Allele is a very important concept represented by a terribly unpopular word. If you compare allele with gene in a search engine duel, you will probably see that "gene" outnumbers "allele" over 30:1. Even after you adjust for usage of "gene" as a name, the result is still a landslide against "allele".

If you look at the usages of the term "gene" you will find that many of them use the term to mean "allele". Indeed, if you compare search volumes for:

Most tellingly, "dominant gene" beats "dominant allele" and "recessive gene" beats "recessive allele".

"Gene" is more popular than "allele" - even in the cases where "allele" is technically more correct.

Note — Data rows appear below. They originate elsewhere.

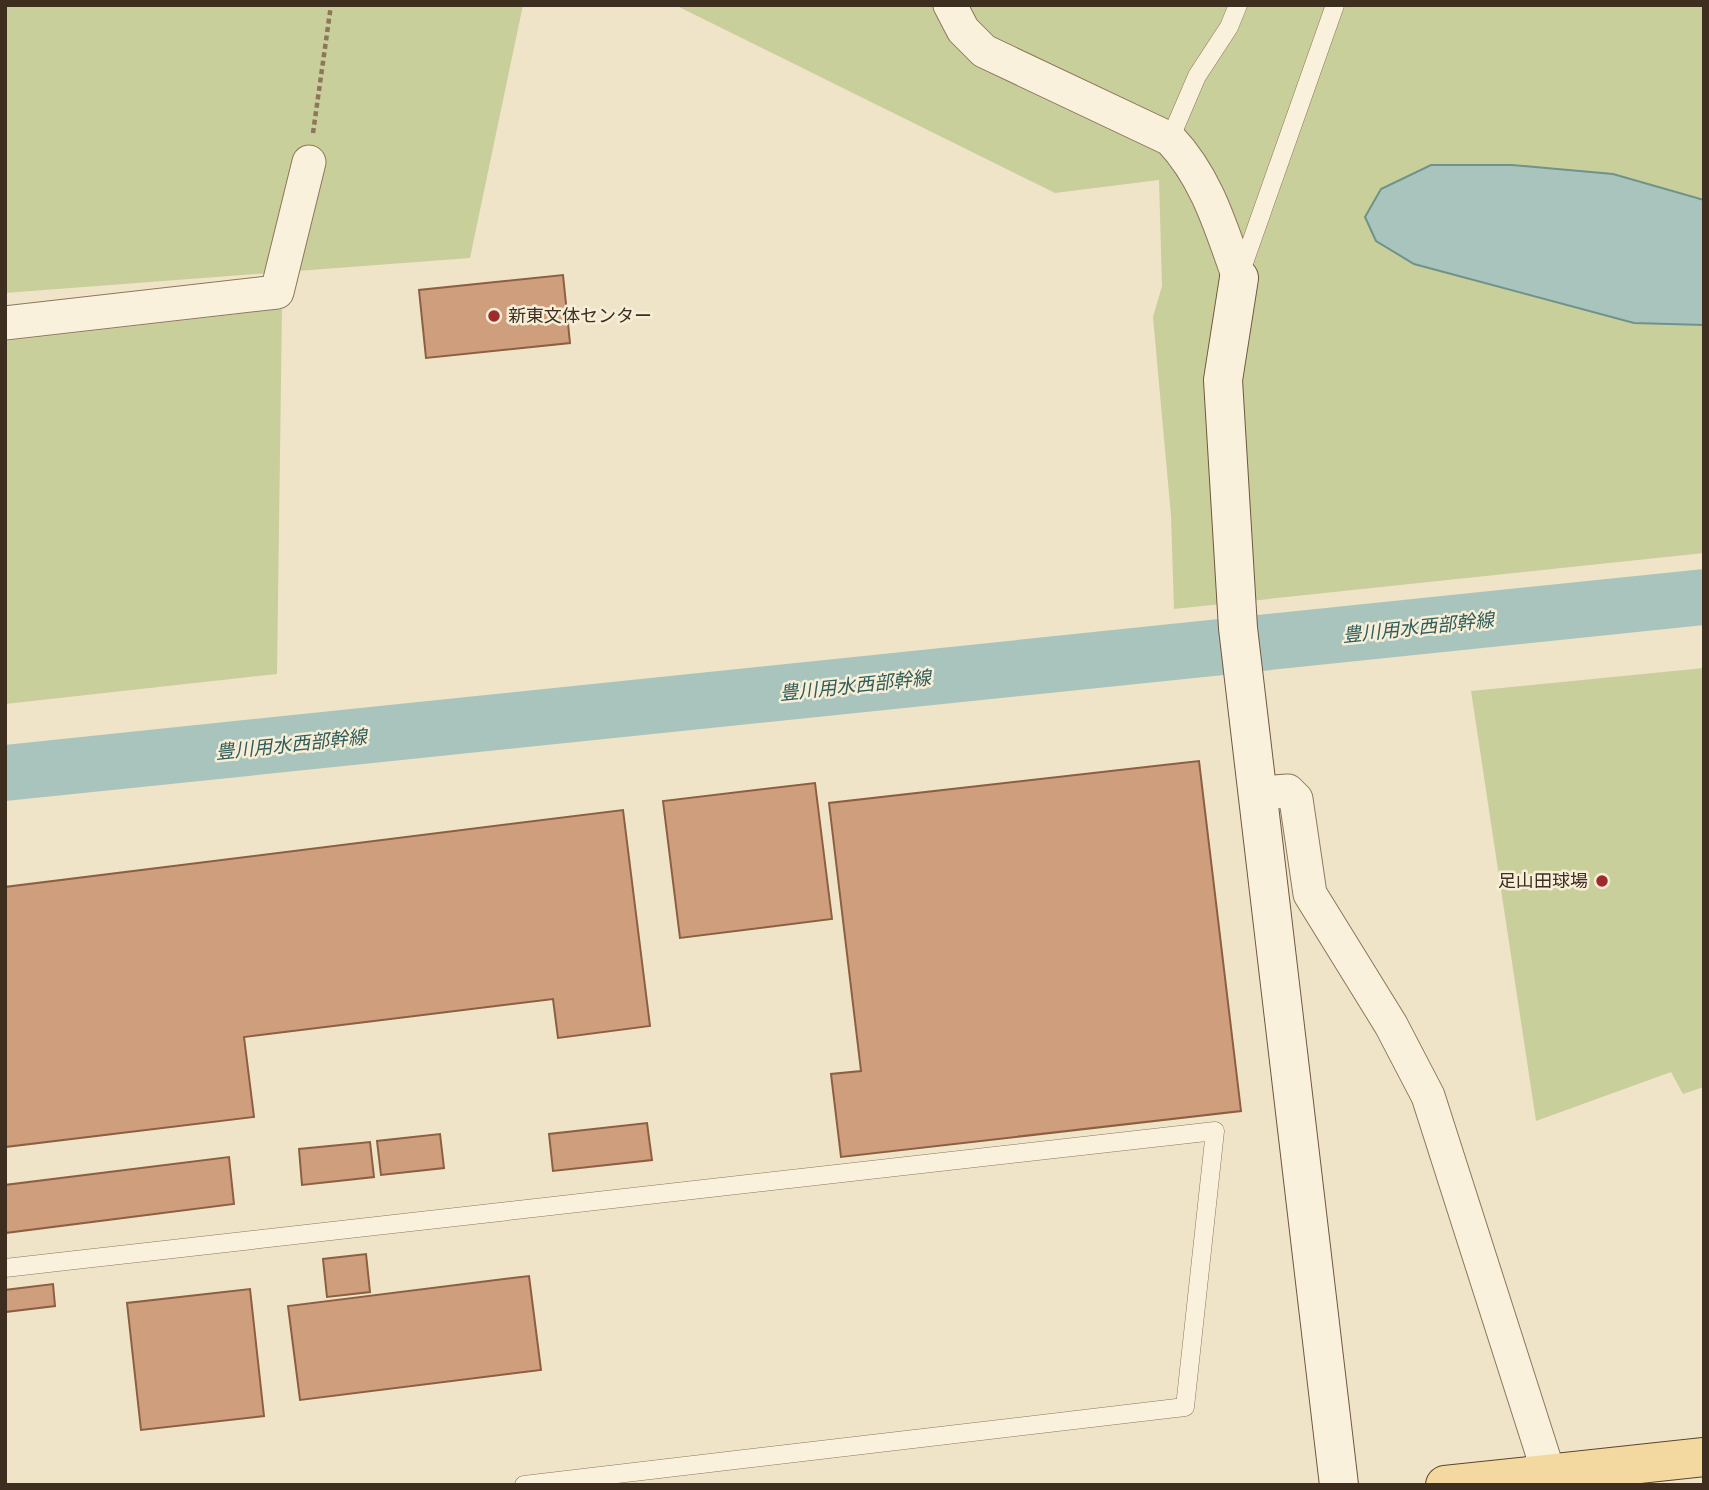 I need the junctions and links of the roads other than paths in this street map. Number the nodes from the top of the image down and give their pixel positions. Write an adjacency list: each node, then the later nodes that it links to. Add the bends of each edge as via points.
1 (950, 5): 4 (street, via 963,30 984,51)
2 (1238, 5): 4 (lane, via 1197,76)
3 (1335, 5): 6 (lane)
4 (1170, 139): 6 (street, via 1190,160 1208,195)
5 (309, 162): 7 (street, via 277,292)
6 (1239, 278): 8 (street, via 1223,380 1240,645)
7 (5, 323)
8 (1257, 793): 11 (street, via 1288,791 1296,799 1310,894 1371,989 1428,1096); 13 (street)
9 (5, 1268): 12 (lane, via 1215,1131 1185,1407)
10 (1704, 1457): 11 (main road)
11 (1549, 1474): 14 (main road)
12 (524, 1485)
13 (1339, 1485)
14 (1445, 1485) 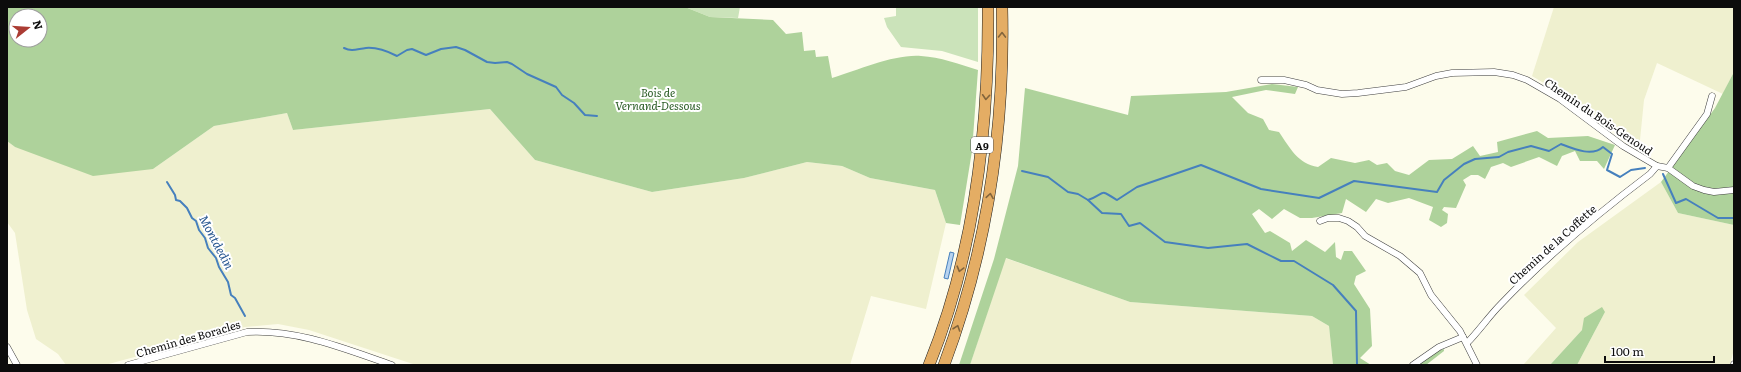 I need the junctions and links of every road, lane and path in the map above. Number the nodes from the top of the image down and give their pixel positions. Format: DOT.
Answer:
graph roads {
  1 [pos="988,7"];
  2 [pos="1002,7"];
  3 [pos="1261,80"];
  4 [pos="1712,96"];
  5 [pos="1657,166"];
  6 [pos="1668,168"];
  7 [pos="1734,190"];
  8 [pos="1320,221"];
  9 [pos="1463,337"];
  10 [pos="1467,343"];
  11 [pos="7,347"];
  12 [pos="17,365"];
  13 [pos="128,365"];
  14 [pos="392,365"];
  15 [pos="929,365"];
  16 [pos="944,365"];
  17 [pos="1412,365"];
  18 [pos="1477,365"];
  1 -- 15 [label="highway, A9, one-way"];
  16 -- 2 [label="highway, A9, one-way"];
  3 -- 5 [label="street, Chemin du Bois-Genoud"];
  4 -- 6 [label="street"];
  5 -- 6 [label="street, Chemin du Bois-Genoud"];
  5 -- 10 [label="street, Chemin de la Coffette"];
  6 -- 7 [label="street, Chemin du Bois-Genoud"];
  8 -- 9 [label="street"];
  9 -- 10 [label="street"];
  9 -- 17 [label="street"];
  10 -- 18 [label="street"];
  11 -- 12 [label="street"];
  13 -- 14 [label="street, Chemin des Boracles"];
} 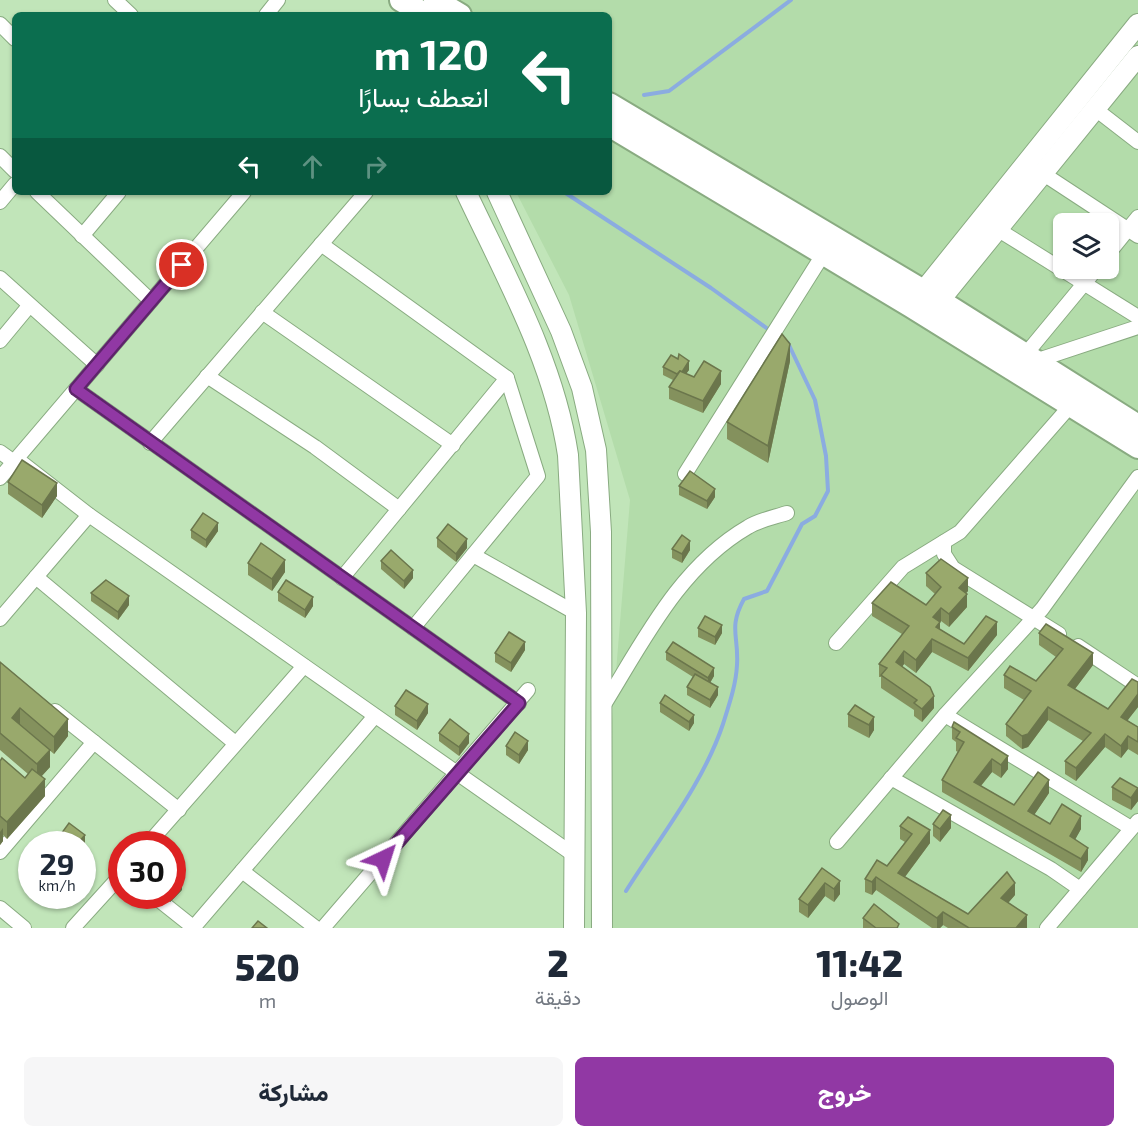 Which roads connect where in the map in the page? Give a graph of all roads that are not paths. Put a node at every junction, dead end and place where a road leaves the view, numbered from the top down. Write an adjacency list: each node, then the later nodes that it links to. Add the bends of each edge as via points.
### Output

Problems with "allele" adoption include issues with pronouncing and spelling it, and the possibility that your audience will not understand the term.

Memetics imported the "gene-as-allele" meaning without blinking. Whenever you see "meme", usually it refers to an "allomorphic meme", or a "meme instance". There are "allomemes". However, that term is even less frequently used, with only 277 hits on the whole internet at the time of writing. If "alleles" had been called "genestances" there could have been "memestances" - but that terminology is not from this universe.

The term "allele" has done so poorly, that I think the best thing to do at this stage is ditch it. It is easy to switch to the term "gene" to describe "allele" - since the majority regularly use the term "gene" that way anyway. There will be a few anal-retentive types who will say "don't you mean allele?". Now those folk can be directed to this page.

Providentially, there's already a term for the spot which alleles compete over - a "locus". You can have a "genetic locus", and a "memetic locus" (e.g. "red", "rouge", "rot" and "rojo" compete for the same memetic locus) - so the concept is portable to memetics. A particular locus could be called a "gene locus" - or a "meme locus". Those concepts are all longer than "gene" or "allele" - but they do have the virtue of being pretty self-explanatory, and often the context will be clear enough to just say "locus".

The term "allele" can be ditched unilaterally, without much explanation being needed. The ditchers of the "allele" term might sometimes pay a small cost - in that sometimes readers will think: "(s)he probably means allele - does this chap know what (s)he is talking about?" This seems to be endurable to me, killing off terminology often has some associated costs.

One objection is that this involves more heavily overloading the term "gene". However, the term "gene" is already being overloaded in exactly this way - simply through popular usage. Ditching "allele" would pave the way towards ditching the old meaning of "gene" and promoting the term into what popular usage has made of it.

"Allele" may die hard, partly since using it signals being an expert. However, in this post, I am putting the boot in. If you agree, please feel free to engage in some public allele-trashing.